WORK ORDER - Each line of the listing that contains "paths" should be found and copied.

======== EXTRACTED INFORMATION ========

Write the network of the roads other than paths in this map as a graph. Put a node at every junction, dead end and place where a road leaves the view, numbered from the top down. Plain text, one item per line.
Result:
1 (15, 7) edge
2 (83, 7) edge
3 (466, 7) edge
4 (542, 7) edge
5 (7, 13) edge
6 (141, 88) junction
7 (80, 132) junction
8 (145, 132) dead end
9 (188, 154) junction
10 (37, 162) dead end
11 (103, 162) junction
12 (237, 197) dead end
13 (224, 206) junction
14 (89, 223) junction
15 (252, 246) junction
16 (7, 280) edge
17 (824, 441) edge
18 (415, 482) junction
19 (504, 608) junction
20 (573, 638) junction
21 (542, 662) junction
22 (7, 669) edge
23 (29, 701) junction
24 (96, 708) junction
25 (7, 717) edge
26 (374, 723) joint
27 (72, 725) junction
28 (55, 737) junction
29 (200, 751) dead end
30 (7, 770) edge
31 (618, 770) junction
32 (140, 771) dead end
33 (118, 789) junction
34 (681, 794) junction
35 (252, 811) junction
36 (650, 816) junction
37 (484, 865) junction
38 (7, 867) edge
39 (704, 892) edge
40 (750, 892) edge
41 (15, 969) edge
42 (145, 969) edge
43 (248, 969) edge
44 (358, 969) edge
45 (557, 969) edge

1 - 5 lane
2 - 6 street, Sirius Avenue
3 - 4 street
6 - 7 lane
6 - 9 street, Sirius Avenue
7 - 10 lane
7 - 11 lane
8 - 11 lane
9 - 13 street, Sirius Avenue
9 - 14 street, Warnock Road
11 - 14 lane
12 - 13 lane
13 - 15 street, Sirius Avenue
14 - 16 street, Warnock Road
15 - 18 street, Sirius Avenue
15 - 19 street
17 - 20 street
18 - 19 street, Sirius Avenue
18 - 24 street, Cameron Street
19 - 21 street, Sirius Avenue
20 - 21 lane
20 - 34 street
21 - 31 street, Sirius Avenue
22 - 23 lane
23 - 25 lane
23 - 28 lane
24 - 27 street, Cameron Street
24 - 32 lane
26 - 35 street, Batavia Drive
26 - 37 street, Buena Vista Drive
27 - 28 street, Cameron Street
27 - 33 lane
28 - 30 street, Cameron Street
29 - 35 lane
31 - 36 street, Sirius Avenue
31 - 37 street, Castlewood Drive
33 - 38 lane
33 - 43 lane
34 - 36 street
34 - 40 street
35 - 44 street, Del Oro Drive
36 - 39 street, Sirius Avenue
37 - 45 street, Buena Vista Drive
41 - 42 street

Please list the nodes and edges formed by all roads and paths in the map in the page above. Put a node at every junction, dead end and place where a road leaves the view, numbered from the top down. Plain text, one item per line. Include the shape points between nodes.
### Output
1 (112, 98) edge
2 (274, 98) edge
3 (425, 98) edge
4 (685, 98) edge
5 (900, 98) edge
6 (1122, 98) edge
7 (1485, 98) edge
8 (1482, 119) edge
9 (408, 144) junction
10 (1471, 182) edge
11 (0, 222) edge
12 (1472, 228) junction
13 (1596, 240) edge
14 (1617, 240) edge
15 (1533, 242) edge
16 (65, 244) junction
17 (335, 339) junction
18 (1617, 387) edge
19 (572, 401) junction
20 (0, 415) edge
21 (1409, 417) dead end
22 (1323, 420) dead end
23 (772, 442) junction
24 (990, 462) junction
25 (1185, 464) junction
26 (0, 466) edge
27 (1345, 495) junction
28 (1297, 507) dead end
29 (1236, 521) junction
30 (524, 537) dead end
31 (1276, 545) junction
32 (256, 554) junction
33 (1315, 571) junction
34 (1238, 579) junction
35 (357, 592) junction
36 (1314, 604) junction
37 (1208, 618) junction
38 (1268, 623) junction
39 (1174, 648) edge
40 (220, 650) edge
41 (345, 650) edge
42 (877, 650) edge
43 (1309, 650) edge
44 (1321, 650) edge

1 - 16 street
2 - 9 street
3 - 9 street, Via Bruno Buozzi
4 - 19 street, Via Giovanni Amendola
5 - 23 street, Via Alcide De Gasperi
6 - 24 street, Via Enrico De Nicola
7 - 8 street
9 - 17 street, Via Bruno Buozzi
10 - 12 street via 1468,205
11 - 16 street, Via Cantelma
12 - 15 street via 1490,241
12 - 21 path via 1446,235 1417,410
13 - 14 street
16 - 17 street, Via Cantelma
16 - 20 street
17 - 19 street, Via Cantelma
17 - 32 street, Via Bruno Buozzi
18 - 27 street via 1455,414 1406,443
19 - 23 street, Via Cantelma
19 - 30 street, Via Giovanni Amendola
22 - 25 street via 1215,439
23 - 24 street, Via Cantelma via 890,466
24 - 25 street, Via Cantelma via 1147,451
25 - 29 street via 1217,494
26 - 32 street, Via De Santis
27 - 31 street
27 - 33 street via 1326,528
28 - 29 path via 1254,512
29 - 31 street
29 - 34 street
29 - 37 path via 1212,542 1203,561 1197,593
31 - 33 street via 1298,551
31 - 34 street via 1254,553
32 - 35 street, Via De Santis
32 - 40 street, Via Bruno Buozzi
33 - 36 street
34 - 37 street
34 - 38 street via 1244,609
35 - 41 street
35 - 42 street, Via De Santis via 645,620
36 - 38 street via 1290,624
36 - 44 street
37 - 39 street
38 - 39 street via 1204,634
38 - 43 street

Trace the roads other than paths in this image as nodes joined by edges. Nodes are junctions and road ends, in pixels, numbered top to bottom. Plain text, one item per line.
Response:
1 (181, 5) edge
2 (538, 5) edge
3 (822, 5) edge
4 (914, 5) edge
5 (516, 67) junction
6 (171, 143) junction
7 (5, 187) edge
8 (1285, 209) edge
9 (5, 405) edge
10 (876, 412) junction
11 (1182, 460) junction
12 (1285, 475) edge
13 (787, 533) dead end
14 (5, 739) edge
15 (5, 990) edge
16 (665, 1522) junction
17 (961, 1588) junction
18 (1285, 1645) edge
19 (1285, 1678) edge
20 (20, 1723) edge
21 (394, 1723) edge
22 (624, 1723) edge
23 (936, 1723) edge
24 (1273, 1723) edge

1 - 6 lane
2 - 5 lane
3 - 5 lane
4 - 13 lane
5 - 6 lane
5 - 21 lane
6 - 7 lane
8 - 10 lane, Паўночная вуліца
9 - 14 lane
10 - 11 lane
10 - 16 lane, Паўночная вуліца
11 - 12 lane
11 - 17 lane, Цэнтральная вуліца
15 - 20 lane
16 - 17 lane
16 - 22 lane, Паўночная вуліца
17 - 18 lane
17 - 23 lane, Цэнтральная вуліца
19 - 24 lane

========

TASK ANSWER -
Write the network of the roads other than paths in this map as a graph. Put a node at every junction, dead end and place where a road leaves the view, numbered from the top down. Plain text, one item per line.
Please list the nodes and edges formed by all roads and paths in the map in the page above. Put a node at every junction, dead end and place where a road leaves the view, numbered from the top down. Plain text, one item per line. Include the shape points between nodes.
Trace the roads other than paths in this image as nodes joined by edges. Nodes are junctions and road ends, in pixels, numbered top to bottom. Plain text, one item per line.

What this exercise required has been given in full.